Clearly, if what is declared is not VERIFIED and PUBLICIZED, there is no need for the declaration. Ironically, the current law is interpreted to preserve a public officer’s right to CONCEAL where he ought to DISCLOSE.

If there is no verification by the custodian (Auditor-General) and publication of such assets and liabilities, for example, in the gazette, how will members of the public get to know what is declared in order to complain if at all? The principles of transparency and accountability require nothing less than both verification and publication of the declared assets and liabilities of public officers if the intended mischief the law seeks to cure is to be achieved.

A review of the regime under the Conduct of Public Officers’ Act without a mandatory requirement for verification and publication will mark such a sad retrogression because such declarations were gazetted even under the military PNDC regime.

The Constitution Review Commission summarized the collective will of Ghanaians in desiring as it found that “…though the Constitution attempts to curb the menace of corruption through the assets declaration regime, the absence of compulsion and the lack of transparency in the exercise defeats the very purpose of the regime.”
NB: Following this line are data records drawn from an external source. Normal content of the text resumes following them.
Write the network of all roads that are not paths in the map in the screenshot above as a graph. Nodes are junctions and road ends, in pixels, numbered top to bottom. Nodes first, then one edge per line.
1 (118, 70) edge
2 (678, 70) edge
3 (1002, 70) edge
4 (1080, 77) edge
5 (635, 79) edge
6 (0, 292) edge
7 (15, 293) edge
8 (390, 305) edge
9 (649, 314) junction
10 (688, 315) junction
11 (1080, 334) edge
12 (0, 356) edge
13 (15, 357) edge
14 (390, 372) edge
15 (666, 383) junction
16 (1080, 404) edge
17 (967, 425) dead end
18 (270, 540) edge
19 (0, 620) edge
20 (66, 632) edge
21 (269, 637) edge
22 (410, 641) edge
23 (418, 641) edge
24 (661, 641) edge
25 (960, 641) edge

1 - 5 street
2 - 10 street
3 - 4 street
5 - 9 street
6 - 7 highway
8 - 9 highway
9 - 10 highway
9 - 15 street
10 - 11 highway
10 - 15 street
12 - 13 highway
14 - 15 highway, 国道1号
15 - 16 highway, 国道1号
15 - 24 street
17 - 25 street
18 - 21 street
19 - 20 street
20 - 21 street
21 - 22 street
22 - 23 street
The 2015 Bill became the 2018 Bill. It is now dusted and labelled the 2022 Bill. It must not be passed if the Auditor-General will not be allowed to independently verify the declarations and if there will not be publication.

There must be sustained advocacy to scrap this regime for a compulsory and transparent one with clear rules for seizing and punishing unexplained wealth. The declaration must include spouses and such other relatives of age that may be deemed necessary.